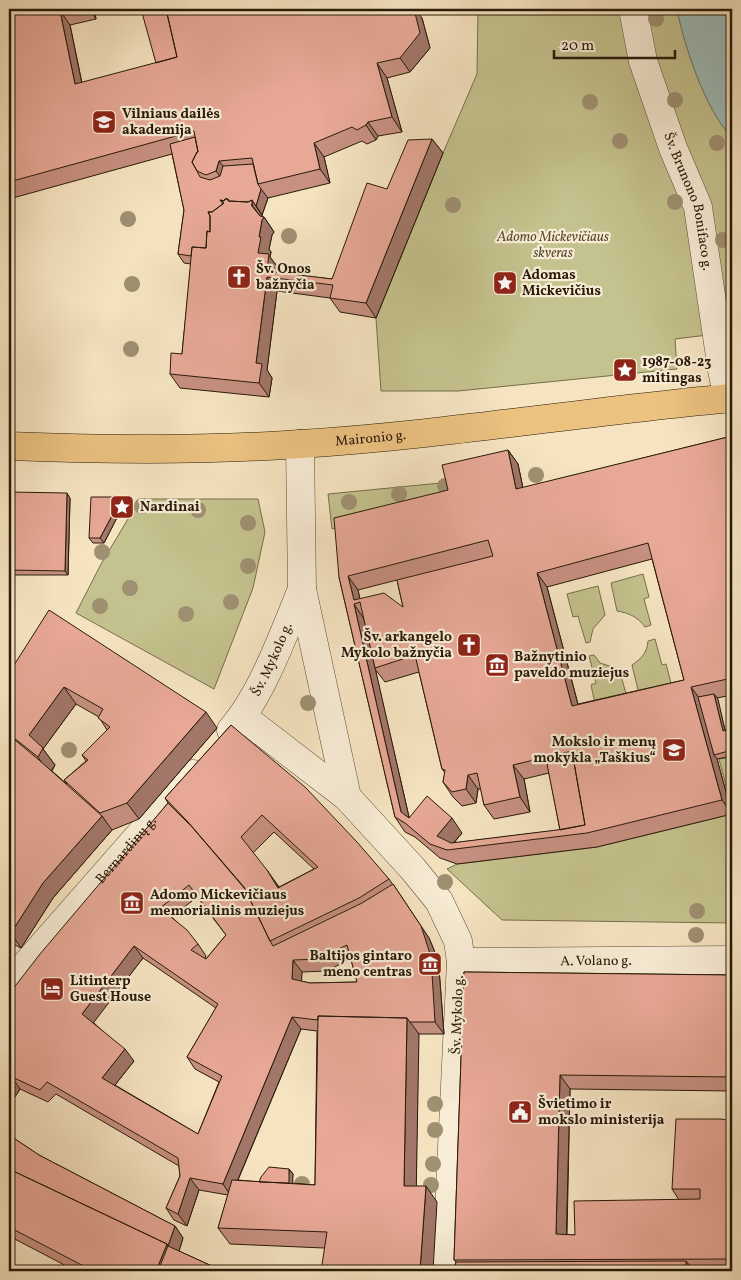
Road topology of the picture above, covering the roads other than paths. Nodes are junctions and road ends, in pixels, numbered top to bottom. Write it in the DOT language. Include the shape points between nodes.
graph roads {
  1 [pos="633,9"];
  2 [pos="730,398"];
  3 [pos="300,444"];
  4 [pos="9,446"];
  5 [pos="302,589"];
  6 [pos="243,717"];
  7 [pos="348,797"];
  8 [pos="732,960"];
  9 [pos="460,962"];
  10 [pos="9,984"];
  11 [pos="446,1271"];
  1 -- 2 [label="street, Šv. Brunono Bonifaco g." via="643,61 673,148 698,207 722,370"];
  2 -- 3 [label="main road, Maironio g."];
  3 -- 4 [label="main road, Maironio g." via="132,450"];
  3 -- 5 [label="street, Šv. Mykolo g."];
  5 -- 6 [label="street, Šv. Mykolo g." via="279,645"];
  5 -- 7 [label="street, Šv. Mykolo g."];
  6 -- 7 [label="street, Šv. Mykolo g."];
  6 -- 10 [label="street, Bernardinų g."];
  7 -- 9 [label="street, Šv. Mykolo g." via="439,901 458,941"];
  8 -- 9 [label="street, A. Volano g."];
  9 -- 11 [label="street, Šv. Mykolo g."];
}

Exercise brief —
Each line above is to be repeated exactly as written; no picture is carried over.

Exercise solution —
Road topology of the picture above, covering the roads other than paths. Nodes are junctions and road ends, in pixels, numbered top to bottom. Write it in the DOT language. Include the shape points between nodes.
graph roads {
  1 [pos="633,9"];
  2 [pos="730,398"];
  3 [pos="300,444"];
  4 [pos="9,446"];
  5 [pos="302,589"];
  6 [pos="243,717"];
  7 [pos="348,797"];
  8 [pos="732,960"];
  9 [pos="460,962"];
  10 [pos="9,984"];
  11 [pos="446,1271"];
  1 -- 2 [label="street, Šv. Brunono Bonifaco g." via="643,61 673,148 698,207 722,370"];
  2 -- 3 [label="main road, Maironio g."];
  3 -- 4 [label="main road, Maironio g." via="132,450"];
  3 -- 5 [label="street, Šv. Mykolo g."];
  5 -- 6 [label="street, Šv. Mykolo g." via="279,645"];
  5 -- 7 [label="street, Šv. Mykolo g."];
  6 -- 7 [label="street, Šv. Mykolo g."];
  6 -- 10 [label="street, Bernardinų g."];
  7 -- 9 [label="street, Šv. Mykolo g." via="439,901 458,941"];
  8 -- 9 [label="street, A. Volano g."];
  9 -- 11 [label="street, Šv. Mykolo g."];
}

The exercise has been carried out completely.